I see inflatible spherical sumo guy is back - admittedly it could have been someone entirely different! - who I only just pipped to the line last year. There's also a zebra-striped emu thing which looks like trouble on the mud! There's a Grim Reaper and I idly wonder if I legged him over would I be cheating death?

I obviously can't carry the beer on the run and brought no bag so I handed it to a random spectator who reacted as enthusiastically as if it were a bag of rubies.

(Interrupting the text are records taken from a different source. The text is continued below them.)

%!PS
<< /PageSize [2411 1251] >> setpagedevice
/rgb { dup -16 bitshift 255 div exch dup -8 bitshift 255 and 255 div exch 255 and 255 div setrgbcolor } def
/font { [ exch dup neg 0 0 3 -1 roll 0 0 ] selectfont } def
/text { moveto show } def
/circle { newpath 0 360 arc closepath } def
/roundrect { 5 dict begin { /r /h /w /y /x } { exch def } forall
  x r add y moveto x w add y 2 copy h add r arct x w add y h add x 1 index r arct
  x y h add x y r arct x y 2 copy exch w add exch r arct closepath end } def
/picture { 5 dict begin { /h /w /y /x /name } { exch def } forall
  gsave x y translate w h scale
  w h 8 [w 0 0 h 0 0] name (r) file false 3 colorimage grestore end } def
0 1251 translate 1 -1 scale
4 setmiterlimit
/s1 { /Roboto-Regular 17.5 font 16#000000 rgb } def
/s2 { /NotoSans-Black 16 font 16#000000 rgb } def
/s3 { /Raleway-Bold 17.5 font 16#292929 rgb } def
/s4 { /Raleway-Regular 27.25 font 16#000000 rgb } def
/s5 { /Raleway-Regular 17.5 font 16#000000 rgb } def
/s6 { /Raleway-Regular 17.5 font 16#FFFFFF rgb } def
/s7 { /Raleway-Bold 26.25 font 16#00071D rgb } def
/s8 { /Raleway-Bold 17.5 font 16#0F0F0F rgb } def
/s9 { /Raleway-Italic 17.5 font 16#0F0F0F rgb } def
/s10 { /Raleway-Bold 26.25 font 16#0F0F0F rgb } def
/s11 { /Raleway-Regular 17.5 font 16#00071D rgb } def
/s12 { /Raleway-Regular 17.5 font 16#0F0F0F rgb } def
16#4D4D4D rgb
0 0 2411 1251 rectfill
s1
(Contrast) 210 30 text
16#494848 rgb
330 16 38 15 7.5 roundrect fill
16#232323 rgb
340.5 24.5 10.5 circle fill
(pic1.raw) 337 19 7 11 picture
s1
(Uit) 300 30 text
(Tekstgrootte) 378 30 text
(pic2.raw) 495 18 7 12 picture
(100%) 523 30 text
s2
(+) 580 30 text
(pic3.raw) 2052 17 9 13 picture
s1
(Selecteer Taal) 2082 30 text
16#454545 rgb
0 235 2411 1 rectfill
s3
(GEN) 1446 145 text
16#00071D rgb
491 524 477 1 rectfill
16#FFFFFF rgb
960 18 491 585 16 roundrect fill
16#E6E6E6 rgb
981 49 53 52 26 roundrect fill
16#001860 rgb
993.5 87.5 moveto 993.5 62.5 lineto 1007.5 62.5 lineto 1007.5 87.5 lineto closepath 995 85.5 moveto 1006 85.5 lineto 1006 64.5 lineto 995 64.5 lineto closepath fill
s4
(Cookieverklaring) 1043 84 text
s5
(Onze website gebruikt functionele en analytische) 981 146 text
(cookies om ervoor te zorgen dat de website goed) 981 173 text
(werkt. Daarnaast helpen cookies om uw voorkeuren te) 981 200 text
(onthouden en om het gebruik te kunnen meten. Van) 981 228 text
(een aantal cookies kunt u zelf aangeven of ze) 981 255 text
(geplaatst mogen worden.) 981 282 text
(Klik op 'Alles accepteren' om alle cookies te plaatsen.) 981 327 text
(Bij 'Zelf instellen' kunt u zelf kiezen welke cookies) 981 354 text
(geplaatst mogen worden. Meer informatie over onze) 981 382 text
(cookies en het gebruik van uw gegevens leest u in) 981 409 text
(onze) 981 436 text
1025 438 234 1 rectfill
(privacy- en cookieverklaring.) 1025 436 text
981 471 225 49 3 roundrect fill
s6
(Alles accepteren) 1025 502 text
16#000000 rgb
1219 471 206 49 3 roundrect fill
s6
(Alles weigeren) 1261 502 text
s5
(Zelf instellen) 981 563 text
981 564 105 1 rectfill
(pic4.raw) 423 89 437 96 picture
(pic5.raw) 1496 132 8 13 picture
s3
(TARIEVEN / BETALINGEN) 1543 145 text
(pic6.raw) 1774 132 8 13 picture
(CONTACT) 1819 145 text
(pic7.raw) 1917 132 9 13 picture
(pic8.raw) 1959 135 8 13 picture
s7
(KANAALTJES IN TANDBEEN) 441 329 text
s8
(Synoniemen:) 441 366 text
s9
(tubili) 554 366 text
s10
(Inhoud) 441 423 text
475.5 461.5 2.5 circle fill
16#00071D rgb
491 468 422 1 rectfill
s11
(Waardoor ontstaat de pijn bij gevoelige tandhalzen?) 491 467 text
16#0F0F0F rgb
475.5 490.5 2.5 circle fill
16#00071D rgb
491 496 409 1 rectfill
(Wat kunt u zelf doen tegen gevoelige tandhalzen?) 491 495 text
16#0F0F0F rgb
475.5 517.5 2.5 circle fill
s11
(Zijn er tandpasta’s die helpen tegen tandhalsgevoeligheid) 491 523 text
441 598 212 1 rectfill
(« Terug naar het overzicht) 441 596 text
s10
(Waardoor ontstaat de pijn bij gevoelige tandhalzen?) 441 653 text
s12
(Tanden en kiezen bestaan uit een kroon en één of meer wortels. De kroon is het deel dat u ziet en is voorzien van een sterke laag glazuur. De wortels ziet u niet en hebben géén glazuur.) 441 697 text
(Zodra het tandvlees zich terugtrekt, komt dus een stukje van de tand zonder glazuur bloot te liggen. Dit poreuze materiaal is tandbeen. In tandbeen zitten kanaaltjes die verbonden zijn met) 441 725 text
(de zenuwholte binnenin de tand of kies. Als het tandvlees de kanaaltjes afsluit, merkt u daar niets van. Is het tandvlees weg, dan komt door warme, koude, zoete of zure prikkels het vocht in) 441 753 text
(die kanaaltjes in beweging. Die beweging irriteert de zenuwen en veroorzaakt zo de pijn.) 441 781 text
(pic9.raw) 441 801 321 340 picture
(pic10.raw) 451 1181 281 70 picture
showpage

We assemble in the quarry in a rag tag mass and are foghorn-ordered "BACK!" to the invisible start line some yards behind by Dave Woodhead who gives the pre-race briefing - which in entirety consists 'if you get run over, it's your own stupid fault'. Some secret signal the birds use sends us off, regaled by a piper.

It's a swamp and the mass flailing jostle to escape the bottleneck exit from the quarry and bolt down the slope to the short stretch of road claims a few fallers. I'm not one of them but as always marvel at how fast some people can travel over this bog.

I pick up some places on the easy trail - I'm sure this is the dryest I've ever seen it. Then comes the mad descent over a field down to the stream which gets ever steeper and more waterlogged, and I lose all those places again, arms wildly windmilling Emelie Forsberg style. A quick plunge through the beck and a hard climb out the other side which reduces me to a crawl, compounded by the fact that there's no grip. The Saucony Peregrines aren't much use on the mud. Perhaps they know they're going in the bin after this thanks to both uppers splitting and are phoning it in? It's the kind of mud that does the steering for you.

Top of the field joins the Pennine Way and climbs to a derelict building at Top Withens, along to another trig post on the ridge and then starts the return leg. I love this bit. It's a crazy descent on the edge of out of control with a minefield of bogs that will consume a leg to the knee and send you over. I went down twice, under a cloud of expletives, before rejoining the hardstanding of Pennine Way and the field to the stream. I've seen videos of the top guys taking down this descent, route-one at full speed but I pick my way down it like someone trying to find a four-leaf clover. The climb back out over the stream is largely a walk which is disappointing. Partly the slippery nature of it but I've run a lot more of it before so I guess I'm not as fit. Work to do.

Through the gate at the top and the sprint for home back to the Penistone Country Park, trying to overtake a few more on the easy-underfoot path to the finish.

It's over in a flash it seems despite taking 58 minutes for less than 10k (the course record is 38!)

Great fun. And a brief moment of warm-glow health, queuing for an urn coffee and a broken digestive as the steam rises off you in the chilly air, before you drink far too much that night for New Year's Eve.

Everyone heads back to the Sun pub and gets a head start on that, the raucous prizegiving showering the winners (Chris Farrell and Katie Walshaw) with random tins of biscuits and multipacks of Monster Munch as well as their crowns and bar handpump trophies.